INSTRUCTIONS TO FOLLOW: Within the listing below, the lines containing "Write" are to be counted. Give the number only.

DATA FOR THIS TASK:
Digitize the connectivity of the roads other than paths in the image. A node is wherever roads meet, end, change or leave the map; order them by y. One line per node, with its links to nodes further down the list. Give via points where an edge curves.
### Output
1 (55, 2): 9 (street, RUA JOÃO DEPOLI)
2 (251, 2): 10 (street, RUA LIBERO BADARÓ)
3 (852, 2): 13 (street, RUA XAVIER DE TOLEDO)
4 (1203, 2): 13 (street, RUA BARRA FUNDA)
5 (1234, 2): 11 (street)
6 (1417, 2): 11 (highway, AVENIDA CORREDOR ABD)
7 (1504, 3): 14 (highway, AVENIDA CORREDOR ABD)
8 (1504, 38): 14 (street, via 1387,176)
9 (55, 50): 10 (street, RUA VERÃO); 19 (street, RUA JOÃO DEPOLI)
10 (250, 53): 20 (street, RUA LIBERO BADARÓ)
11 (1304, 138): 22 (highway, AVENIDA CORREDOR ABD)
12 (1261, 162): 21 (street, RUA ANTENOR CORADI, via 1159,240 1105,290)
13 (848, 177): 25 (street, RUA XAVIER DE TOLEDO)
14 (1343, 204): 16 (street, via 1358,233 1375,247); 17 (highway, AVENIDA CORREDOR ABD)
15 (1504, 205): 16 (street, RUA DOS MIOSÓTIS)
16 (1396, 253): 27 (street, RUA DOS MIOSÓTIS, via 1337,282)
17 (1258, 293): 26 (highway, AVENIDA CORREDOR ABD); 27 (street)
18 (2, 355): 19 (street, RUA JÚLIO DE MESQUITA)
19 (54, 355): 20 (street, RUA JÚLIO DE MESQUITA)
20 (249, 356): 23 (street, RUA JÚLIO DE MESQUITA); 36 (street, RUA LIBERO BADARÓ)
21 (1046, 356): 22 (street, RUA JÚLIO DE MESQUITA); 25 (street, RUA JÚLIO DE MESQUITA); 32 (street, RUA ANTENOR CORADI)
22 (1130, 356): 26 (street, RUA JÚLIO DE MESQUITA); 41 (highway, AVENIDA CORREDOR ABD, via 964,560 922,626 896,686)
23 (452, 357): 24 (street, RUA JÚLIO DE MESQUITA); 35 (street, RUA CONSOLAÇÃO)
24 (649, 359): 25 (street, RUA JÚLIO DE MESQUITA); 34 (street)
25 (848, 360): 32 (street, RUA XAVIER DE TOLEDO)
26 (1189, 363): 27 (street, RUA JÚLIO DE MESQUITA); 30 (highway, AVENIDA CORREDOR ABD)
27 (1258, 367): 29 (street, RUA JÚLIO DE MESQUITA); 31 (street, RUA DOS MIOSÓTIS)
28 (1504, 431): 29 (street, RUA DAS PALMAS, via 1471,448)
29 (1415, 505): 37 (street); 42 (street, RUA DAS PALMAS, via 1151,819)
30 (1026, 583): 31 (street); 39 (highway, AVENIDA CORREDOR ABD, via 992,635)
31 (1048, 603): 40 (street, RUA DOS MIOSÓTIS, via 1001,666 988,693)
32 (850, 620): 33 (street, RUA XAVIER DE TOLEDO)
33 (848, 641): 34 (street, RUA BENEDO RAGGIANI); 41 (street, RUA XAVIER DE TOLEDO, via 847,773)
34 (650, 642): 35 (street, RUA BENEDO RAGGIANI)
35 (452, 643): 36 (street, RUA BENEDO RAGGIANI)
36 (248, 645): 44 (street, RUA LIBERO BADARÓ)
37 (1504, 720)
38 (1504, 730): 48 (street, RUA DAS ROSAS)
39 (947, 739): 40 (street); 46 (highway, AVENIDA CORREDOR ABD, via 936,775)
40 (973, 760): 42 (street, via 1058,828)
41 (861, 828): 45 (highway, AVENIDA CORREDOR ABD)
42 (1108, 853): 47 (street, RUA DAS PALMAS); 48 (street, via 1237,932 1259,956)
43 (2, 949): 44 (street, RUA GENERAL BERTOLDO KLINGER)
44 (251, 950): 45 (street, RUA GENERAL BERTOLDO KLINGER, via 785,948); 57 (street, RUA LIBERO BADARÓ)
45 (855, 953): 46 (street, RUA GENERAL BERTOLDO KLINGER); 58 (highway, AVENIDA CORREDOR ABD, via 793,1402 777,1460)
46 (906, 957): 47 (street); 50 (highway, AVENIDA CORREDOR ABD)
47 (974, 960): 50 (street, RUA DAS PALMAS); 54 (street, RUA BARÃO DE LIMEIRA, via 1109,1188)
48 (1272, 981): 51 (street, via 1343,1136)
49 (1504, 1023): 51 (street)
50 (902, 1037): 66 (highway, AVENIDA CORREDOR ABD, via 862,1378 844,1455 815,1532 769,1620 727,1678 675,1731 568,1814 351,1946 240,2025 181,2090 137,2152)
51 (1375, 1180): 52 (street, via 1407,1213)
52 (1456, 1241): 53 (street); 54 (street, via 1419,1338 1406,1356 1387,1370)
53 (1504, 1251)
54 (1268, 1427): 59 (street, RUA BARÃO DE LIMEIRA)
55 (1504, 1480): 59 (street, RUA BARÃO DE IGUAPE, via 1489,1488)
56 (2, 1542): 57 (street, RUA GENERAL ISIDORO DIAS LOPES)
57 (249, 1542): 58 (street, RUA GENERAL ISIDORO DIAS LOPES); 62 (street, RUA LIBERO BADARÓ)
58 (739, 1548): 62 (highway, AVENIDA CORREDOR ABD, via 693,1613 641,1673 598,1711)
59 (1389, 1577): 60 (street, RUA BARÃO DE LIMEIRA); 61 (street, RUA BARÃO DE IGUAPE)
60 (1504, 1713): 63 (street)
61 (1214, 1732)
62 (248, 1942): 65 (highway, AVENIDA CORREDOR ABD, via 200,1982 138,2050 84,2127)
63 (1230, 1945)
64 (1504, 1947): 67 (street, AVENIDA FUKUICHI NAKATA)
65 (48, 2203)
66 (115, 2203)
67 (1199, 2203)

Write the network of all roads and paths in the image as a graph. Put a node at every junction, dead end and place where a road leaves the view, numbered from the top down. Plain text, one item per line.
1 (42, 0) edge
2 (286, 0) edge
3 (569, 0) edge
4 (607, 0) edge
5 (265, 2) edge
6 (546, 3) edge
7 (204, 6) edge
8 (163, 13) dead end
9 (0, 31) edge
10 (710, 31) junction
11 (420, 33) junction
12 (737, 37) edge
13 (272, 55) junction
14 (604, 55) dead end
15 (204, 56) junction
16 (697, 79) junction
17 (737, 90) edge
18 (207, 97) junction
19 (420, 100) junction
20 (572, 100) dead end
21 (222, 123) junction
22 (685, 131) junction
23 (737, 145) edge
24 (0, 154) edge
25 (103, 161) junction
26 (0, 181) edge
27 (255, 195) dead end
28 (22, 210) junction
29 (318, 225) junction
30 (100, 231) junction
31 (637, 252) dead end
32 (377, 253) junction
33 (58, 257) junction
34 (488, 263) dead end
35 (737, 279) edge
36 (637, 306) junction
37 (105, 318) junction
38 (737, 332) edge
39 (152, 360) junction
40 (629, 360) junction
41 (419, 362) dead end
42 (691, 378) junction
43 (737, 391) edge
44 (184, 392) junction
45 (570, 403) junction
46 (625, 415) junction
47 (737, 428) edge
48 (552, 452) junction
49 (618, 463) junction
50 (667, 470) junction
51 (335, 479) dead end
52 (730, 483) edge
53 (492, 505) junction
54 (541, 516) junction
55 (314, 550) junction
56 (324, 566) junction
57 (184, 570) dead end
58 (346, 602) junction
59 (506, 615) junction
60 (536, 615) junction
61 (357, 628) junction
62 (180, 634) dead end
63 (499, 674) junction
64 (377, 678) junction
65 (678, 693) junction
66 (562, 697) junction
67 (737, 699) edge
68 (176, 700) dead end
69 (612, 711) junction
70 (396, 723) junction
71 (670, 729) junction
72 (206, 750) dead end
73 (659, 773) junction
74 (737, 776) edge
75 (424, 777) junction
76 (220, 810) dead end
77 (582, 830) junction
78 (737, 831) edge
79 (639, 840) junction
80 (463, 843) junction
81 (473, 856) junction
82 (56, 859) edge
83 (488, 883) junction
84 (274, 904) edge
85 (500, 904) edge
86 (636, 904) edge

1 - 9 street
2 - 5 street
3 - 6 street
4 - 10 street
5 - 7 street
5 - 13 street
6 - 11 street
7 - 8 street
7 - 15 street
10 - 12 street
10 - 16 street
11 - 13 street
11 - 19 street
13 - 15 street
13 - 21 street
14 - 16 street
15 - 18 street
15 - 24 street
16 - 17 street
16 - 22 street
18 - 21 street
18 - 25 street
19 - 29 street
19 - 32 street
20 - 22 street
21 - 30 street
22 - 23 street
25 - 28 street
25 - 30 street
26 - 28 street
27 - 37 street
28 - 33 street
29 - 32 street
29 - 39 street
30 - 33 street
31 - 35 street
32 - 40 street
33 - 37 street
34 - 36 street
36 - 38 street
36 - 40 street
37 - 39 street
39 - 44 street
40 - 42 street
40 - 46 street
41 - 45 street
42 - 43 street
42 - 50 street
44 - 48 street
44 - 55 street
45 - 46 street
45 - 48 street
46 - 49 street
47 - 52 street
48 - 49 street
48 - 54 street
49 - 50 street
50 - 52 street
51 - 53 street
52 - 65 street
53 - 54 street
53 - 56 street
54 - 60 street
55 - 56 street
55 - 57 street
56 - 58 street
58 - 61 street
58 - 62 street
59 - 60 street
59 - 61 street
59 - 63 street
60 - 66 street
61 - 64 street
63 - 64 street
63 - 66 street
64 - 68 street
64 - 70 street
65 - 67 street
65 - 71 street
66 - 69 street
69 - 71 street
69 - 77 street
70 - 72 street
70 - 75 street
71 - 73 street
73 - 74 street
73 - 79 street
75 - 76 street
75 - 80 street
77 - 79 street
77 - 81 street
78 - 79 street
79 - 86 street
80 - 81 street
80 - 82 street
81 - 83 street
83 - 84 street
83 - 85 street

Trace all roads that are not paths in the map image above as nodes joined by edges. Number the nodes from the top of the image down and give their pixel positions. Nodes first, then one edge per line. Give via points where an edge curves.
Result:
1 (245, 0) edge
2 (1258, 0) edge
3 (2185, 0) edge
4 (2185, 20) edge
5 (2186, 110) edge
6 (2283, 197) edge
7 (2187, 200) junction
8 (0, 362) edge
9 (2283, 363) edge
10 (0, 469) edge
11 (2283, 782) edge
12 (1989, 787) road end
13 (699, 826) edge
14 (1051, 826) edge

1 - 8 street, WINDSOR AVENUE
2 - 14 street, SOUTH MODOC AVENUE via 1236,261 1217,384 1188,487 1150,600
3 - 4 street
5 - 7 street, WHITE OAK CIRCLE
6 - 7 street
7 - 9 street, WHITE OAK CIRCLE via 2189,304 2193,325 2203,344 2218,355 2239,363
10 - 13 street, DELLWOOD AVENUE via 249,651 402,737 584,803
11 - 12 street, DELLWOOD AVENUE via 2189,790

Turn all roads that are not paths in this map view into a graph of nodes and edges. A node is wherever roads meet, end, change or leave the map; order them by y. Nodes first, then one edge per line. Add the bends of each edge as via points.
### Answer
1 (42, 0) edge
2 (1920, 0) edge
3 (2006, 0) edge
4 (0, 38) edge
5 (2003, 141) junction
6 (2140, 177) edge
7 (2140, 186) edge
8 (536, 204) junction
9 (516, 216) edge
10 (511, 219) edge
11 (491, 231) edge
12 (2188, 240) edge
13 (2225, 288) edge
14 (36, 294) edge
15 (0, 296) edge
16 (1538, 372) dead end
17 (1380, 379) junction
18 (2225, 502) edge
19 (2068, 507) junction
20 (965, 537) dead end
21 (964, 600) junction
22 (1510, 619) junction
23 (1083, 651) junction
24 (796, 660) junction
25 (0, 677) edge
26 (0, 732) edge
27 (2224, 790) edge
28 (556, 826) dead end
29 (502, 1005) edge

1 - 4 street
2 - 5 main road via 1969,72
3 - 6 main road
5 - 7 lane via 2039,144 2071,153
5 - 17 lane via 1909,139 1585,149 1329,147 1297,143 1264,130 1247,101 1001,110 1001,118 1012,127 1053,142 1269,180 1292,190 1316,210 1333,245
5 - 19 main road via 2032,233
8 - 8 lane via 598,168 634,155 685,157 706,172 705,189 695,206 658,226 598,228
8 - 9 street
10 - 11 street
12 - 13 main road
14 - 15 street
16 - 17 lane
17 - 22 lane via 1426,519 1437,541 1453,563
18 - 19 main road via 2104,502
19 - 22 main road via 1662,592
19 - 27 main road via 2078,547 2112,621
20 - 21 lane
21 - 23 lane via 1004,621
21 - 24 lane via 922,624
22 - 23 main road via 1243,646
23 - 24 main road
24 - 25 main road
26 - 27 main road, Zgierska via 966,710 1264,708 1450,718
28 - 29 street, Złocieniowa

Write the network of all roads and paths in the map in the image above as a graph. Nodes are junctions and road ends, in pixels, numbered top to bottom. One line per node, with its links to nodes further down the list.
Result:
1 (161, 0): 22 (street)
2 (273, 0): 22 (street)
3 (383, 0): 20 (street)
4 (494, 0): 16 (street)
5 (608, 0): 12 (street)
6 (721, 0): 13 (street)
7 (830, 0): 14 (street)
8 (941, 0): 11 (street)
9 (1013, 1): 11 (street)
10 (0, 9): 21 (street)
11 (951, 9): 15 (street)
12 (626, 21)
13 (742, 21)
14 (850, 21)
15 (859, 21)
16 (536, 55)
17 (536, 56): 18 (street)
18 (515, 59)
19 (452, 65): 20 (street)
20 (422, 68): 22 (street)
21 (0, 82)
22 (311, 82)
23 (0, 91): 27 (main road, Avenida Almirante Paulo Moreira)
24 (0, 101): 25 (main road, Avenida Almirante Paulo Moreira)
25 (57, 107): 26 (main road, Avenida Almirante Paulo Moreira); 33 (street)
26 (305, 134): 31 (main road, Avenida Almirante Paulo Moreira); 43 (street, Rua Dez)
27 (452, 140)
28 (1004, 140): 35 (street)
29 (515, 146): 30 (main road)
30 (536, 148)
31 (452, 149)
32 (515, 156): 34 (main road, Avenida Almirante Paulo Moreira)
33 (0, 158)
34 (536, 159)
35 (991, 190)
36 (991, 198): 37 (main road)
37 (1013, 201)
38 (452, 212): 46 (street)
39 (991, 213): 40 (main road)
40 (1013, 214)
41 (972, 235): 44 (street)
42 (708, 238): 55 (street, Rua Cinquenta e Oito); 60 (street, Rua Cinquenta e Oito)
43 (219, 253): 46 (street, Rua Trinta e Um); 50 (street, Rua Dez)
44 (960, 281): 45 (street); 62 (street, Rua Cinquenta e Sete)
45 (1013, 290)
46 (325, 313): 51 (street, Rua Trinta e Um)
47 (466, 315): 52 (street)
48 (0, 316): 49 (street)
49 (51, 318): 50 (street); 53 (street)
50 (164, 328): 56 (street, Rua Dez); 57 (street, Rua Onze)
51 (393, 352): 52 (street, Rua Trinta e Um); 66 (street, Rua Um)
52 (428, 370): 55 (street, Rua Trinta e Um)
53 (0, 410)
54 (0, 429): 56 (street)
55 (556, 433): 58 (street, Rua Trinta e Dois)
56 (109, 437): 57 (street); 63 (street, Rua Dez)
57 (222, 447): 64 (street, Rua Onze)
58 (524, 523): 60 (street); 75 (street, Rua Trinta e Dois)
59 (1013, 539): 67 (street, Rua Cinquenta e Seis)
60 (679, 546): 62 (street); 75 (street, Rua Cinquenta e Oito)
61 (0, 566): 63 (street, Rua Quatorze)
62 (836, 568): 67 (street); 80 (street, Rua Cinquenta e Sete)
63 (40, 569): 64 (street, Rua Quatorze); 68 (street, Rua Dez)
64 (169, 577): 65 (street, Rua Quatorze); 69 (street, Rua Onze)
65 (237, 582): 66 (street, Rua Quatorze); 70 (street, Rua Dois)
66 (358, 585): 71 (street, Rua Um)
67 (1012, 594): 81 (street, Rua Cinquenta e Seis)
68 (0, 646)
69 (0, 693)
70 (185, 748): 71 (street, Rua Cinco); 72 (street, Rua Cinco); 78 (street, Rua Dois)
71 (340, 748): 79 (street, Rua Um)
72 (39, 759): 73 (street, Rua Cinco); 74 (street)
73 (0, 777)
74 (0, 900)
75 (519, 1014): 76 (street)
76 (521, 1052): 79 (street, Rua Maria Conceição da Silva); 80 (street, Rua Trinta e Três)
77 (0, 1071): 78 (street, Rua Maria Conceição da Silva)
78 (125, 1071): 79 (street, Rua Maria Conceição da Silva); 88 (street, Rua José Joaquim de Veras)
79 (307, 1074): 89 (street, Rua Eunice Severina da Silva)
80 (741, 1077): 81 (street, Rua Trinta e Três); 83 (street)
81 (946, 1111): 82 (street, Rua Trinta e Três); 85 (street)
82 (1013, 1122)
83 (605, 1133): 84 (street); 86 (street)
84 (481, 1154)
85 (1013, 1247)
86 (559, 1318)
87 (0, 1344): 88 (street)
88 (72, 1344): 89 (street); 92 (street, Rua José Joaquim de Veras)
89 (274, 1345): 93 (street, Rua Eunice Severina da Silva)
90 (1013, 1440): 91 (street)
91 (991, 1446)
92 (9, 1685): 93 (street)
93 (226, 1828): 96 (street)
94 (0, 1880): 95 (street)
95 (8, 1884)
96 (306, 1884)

COMPLETED EXERCISE: 2